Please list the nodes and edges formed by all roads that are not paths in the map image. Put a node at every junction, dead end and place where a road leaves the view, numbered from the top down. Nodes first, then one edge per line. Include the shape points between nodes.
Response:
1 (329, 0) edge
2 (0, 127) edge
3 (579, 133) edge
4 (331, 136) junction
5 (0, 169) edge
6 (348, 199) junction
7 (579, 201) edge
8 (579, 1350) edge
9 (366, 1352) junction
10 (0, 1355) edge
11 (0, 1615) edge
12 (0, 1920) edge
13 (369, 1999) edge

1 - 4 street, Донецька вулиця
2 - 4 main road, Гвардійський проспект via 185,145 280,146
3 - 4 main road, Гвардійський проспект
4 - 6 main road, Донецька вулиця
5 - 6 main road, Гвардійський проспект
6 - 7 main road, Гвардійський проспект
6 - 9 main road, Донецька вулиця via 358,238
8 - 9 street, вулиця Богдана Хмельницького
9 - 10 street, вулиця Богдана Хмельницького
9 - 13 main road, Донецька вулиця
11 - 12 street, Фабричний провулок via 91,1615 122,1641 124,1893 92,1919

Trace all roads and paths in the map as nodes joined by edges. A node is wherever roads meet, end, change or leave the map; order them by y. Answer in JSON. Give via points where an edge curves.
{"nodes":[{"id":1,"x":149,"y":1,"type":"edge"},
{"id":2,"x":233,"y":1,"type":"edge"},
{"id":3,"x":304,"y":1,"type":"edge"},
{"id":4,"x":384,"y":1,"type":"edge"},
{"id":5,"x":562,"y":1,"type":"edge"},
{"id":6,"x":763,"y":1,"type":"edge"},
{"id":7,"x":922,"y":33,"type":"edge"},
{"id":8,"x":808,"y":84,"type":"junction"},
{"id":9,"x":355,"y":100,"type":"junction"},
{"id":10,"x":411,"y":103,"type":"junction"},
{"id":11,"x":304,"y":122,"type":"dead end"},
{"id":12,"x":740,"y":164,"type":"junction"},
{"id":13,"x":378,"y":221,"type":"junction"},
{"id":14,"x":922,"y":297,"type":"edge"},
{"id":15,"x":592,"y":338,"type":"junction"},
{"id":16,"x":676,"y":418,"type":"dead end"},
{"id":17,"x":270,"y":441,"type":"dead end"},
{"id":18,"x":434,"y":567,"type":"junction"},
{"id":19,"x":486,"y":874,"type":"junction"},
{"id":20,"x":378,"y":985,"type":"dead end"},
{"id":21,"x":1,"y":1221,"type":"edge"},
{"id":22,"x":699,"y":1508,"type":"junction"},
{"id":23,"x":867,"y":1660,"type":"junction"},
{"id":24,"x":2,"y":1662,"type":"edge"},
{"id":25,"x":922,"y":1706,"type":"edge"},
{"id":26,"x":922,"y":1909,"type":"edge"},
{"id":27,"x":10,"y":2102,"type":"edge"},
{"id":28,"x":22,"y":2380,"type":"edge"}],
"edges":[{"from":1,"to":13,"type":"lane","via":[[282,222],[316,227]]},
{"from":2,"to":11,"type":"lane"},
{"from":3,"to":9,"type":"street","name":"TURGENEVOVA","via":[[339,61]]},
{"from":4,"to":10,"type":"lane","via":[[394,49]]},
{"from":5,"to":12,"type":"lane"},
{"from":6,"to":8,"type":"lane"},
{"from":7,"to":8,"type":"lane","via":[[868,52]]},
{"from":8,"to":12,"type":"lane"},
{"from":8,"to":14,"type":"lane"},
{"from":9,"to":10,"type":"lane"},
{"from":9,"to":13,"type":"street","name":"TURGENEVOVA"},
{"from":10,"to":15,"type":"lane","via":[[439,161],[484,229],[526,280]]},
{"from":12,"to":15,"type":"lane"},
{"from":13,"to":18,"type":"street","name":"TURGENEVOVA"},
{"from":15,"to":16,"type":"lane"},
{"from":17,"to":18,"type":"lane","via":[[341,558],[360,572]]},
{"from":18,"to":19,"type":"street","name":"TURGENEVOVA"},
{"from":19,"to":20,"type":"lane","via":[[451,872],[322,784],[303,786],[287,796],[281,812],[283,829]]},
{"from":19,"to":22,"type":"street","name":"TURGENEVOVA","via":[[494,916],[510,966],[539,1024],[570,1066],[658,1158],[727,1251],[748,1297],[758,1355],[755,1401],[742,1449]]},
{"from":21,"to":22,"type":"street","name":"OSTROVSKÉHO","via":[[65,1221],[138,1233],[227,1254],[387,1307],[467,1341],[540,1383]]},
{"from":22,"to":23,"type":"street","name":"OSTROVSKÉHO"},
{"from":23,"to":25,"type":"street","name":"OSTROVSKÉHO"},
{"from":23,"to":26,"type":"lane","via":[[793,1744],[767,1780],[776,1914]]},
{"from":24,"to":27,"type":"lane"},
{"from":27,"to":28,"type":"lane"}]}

━━━━

## PROBLEM DESCRIPTION
The answer must consist of each line from the data that includes the string "Богдана".

## SOLUTION TO THE EXERCISE
8 - 9 street, вулиця Богдана Хмельницького
9 - 10 street, вулиця Богдана Хмельницького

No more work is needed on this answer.